- Exercise description
The answer must consist of every line below containing "highway".

- Information provided
*****

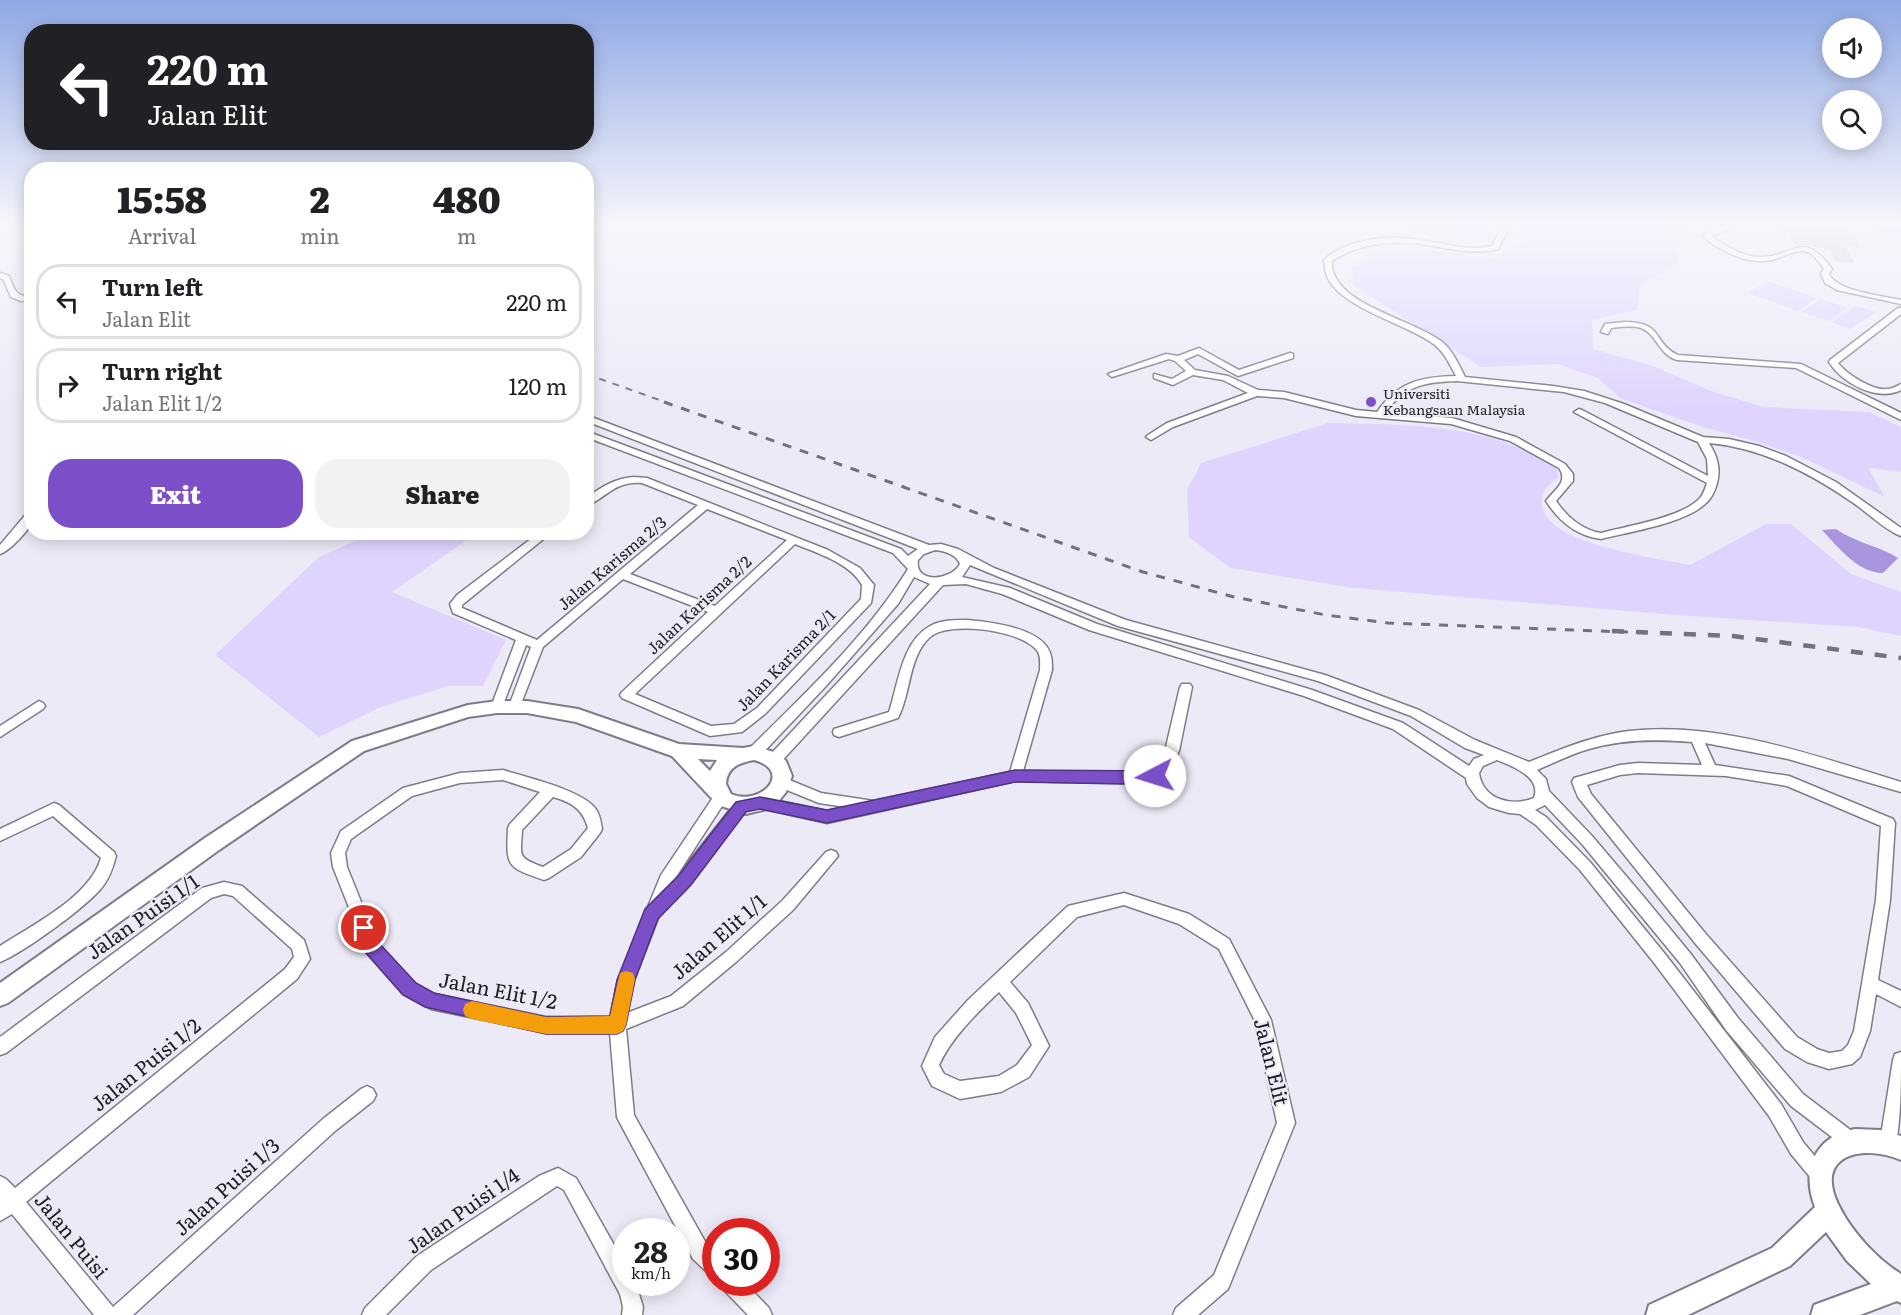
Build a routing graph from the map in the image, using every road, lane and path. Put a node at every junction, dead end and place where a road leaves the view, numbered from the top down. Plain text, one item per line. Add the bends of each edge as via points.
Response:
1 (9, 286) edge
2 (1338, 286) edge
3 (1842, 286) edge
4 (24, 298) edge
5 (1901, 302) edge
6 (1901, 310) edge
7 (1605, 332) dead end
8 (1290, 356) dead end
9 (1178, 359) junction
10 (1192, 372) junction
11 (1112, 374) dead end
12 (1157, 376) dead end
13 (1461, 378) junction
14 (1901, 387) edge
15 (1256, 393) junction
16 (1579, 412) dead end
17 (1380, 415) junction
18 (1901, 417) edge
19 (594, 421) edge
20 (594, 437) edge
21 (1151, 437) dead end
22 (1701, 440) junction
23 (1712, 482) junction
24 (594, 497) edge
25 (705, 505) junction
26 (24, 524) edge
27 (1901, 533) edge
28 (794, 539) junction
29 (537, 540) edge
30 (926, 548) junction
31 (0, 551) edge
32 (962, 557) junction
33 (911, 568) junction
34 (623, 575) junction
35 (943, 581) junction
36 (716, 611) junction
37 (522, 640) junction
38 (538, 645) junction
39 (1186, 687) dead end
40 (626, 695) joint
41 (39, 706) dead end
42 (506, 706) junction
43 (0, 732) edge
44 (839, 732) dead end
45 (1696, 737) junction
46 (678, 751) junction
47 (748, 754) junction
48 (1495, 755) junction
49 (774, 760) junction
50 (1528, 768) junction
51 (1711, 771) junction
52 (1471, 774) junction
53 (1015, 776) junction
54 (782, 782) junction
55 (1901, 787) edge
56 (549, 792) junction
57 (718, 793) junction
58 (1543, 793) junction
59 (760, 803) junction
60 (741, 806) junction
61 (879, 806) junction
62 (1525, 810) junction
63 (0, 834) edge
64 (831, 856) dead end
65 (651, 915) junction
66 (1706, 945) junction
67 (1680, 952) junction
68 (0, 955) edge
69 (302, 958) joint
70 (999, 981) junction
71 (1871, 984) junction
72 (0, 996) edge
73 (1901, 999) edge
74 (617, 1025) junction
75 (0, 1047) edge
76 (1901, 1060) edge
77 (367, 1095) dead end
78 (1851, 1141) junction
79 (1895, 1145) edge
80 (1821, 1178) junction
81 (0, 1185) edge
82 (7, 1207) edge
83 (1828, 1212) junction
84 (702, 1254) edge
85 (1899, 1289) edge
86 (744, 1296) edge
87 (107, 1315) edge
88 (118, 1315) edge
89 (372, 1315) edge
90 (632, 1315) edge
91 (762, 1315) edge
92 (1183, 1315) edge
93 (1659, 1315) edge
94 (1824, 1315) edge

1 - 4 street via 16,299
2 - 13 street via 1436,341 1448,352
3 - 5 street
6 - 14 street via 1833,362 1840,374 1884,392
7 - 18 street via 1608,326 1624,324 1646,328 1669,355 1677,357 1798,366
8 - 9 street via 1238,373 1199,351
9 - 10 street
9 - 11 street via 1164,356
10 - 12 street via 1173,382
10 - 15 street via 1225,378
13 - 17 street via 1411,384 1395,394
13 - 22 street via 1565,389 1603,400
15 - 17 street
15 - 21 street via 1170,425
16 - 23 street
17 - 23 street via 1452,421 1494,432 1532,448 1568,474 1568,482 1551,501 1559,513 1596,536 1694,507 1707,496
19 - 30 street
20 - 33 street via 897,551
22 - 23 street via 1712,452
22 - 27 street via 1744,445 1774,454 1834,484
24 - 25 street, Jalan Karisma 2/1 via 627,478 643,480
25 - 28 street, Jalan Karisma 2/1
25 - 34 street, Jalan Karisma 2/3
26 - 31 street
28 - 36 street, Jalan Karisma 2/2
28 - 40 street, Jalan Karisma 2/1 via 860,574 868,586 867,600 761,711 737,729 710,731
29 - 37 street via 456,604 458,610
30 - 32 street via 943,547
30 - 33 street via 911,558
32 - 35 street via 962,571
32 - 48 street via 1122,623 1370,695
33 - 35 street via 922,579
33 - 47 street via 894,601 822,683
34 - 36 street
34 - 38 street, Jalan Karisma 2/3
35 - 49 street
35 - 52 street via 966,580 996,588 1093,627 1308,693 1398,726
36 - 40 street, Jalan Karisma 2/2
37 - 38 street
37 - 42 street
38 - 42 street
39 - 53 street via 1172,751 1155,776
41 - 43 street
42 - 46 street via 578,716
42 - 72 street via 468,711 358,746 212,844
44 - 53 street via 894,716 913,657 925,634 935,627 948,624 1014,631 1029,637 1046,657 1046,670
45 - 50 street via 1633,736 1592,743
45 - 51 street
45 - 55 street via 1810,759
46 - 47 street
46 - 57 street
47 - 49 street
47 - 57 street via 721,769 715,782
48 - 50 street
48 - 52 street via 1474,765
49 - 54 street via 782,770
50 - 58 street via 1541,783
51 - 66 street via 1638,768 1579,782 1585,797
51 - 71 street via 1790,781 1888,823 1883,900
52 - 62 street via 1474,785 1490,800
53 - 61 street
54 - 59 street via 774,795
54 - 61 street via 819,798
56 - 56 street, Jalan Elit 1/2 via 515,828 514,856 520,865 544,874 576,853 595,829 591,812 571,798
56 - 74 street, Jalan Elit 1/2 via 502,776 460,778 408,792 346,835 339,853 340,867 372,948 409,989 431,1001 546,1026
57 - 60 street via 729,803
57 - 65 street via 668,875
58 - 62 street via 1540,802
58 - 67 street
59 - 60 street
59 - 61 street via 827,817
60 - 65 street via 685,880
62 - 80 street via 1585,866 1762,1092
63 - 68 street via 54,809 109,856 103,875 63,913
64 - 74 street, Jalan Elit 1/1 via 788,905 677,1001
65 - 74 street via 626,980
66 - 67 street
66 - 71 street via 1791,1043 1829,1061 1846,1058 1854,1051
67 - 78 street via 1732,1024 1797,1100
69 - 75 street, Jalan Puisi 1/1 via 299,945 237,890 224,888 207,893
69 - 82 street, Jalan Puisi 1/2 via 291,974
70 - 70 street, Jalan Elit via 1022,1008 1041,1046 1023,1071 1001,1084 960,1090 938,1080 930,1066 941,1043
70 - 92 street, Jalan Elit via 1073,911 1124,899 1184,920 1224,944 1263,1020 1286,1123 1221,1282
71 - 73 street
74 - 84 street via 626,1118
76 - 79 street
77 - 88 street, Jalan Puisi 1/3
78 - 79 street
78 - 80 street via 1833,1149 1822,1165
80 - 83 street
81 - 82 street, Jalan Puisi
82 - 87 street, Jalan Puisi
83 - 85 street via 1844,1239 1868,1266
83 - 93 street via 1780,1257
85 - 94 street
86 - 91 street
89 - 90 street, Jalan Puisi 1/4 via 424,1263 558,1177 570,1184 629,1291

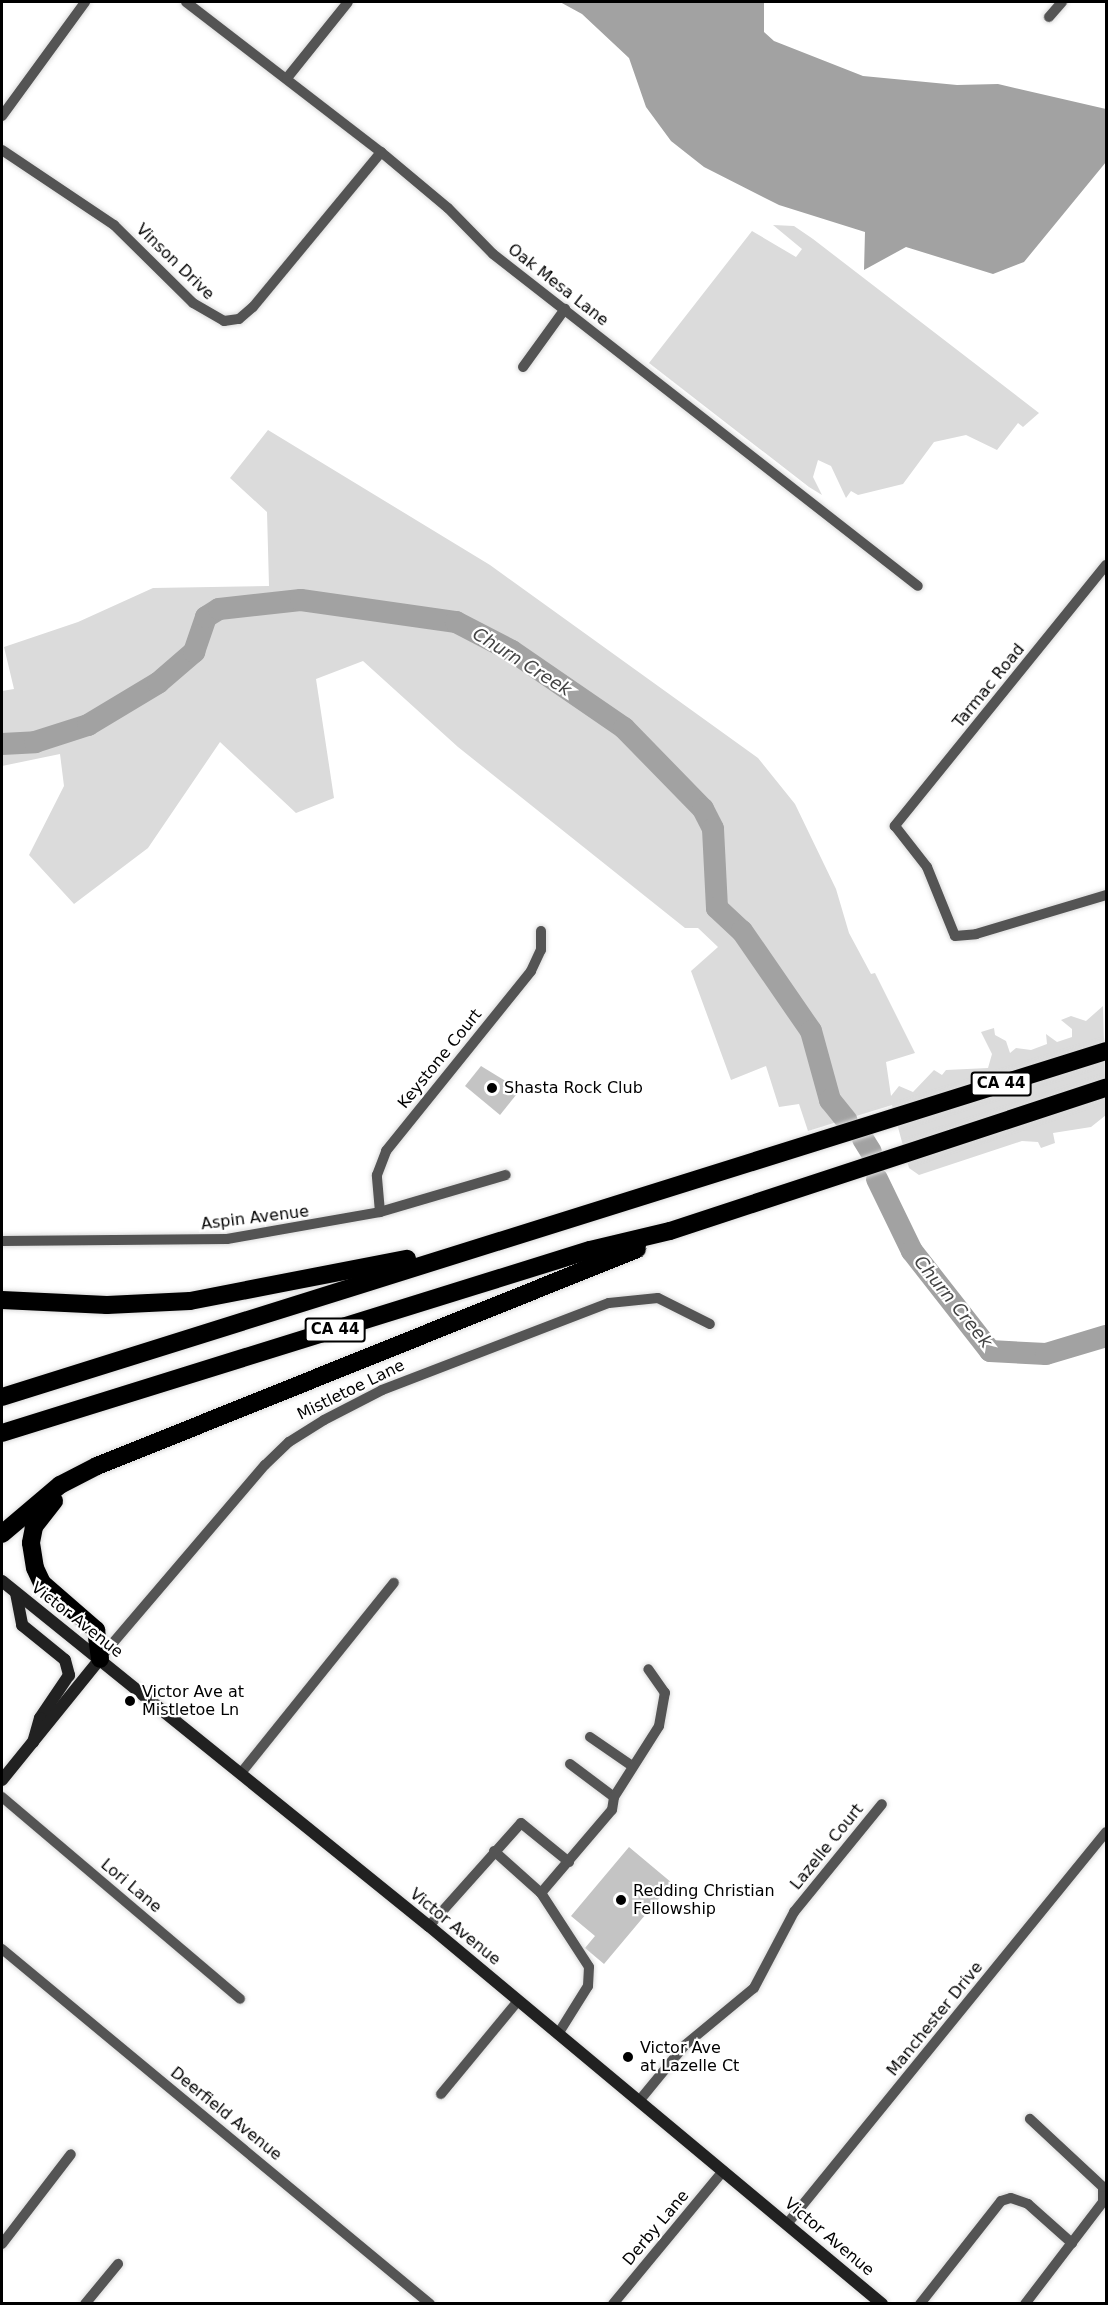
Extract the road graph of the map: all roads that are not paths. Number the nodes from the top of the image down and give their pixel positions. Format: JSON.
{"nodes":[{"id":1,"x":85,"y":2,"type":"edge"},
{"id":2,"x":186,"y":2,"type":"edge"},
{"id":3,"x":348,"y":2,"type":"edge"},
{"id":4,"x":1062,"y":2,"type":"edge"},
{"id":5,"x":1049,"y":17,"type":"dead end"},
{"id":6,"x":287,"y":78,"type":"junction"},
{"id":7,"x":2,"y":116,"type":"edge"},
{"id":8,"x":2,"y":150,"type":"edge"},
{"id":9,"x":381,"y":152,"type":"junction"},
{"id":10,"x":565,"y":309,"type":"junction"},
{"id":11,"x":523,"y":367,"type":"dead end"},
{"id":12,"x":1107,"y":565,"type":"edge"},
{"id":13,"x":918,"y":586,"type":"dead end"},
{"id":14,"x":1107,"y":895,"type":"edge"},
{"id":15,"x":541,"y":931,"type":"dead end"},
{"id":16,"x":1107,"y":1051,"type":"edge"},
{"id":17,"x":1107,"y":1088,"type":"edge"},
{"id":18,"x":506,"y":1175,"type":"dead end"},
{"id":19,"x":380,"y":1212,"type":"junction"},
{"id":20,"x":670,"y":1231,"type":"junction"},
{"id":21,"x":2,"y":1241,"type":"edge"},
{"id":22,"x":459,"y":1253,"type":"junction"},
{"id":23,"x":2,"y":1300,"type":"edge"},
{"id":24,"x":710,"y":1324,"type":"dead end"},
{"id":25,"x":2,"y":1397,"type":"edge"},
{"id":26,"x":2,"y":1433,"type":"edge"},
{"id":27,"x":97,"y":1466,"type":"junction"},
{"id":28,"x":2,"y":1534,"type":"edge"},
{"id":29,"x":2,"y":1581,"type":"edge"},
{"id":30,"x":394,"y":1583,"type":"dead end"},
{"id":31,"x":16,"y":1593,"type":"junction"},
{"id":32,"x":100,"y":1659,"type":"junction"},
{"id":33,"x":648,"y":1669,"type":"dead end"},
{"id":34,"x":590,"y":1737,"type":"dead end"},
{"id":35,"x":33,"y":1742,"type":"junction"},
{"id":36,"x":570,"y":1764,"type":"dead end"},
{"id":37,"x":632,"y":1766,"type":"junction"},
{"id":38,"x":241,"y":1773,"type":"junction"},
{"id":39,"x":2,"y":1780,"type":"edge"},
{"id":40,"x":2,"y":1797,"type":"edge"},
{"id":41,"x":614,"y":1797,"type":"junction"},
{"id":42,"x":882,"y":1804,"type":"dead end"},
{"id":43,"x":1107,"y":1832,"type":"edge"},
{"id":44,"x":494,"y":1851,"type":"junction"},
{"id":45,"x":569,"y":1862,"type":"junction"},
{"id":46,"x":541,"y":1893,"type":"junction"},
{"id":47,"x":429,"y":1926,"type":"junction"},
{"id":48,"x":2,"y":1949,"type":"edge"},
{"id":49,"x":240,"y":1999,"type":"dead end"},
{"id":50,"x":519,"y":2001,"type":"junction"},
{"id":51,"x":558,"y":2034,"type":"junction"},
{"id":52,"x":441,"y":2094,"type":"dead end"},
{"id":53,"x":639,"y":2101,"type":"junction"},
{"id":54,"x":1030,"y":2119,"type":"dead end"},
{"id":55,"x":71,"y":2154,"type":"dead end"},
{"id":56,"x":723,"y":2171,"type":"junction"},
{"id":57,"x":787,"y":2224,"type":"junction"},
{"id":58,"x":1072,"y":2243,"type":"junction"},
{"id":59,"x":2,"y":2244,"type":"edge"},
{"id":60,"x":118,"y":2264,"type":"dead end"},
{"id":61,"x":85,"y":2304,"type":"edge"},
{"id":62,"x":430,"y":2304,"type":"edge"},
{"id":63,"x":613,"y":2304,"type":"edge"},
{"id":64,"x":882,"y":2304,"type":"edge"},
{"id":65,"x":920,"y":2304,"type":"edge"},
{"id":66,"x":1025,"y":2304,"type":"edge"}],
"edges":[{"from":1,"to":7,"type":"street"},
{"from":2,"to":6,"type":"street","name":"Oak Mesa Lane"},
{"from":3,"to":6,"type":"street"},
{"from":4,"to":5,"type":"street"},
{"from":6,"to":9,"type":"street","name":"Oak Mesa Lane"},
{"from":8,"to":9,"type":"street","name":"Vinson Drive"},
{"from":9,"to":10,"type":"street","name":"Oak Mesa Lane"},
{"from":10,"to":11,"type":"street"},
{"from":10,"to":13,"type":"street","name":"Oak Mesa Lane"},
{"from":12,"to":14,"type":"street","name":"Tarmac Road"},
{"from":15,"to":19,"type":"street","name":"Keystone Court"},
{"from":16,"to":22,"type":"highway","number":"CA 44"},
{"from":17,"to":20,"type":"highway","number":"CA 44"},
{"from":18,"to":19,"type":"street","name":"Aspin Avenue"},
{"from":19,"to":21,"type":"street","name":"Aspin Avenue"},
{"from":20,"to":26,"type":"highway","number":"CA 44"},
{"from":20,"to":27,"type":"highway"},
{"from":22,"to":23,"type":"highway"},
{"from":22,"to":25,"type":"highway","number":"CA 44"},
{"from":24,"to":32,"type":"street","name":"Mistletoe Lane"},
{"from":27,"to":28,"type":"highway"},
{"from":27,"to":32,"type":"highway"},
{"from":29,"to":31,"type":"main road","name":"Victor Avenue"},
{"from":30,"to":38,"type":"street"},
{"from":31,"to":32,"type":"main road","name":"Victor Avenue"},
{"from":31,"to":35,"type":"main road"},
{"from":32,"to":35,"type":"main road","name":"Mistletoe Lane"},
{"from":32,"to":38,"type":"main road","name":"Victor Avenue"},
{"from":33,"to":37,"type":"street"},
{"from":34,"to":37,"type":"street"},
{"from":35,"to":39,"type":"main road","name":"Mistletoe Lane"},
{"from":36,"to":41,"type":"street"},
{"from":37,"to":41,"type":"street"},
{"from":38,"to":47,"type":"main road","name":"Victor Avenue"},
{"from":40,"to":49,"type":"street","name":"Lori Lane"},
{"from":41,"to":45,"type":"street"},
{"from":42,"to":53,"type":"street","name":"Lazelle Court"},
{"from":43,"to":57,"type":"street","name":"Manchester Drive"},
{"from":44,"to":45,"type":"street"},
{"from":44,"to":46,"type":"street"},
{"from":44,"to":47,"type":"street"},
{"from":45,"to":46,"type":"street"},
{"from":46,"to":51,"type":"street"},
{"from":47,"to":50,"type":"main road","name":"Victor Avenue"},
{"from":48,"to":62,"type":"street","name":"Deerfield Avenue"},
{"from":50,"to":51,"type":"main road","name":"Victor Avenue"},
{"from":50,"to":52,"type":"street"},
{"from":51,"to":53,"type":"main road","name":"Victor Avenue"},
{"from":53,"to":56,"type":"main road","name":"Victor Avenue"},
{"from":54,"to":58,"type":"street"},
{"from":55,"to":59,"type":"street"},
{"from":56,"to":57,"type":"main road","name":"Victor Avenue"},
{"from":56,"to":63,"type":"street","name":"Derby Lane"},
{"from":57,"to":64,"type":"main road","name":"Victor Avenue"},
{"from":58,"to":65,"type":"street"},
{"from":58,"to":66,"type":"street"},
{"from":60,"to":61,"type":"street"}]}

*****

- Written reply
{"from":16,"to":22,"type":"highway","number":"CA 44"},
{"from":17,"to":20,"type":"highway","number":"CA 44"},
{"from":20,"to":26,"type":"highway","number":"CA 44"},
{"from":20,"to":27,"type":"highway"},
{"from":22,"to":23,"type":"highway"},
{"from":22,"to":25,"type":"highway","number":"CA 44"},
{"from":27,"to":28,"type":"highway"},
{"from":27,"to":32,"type":"highway"},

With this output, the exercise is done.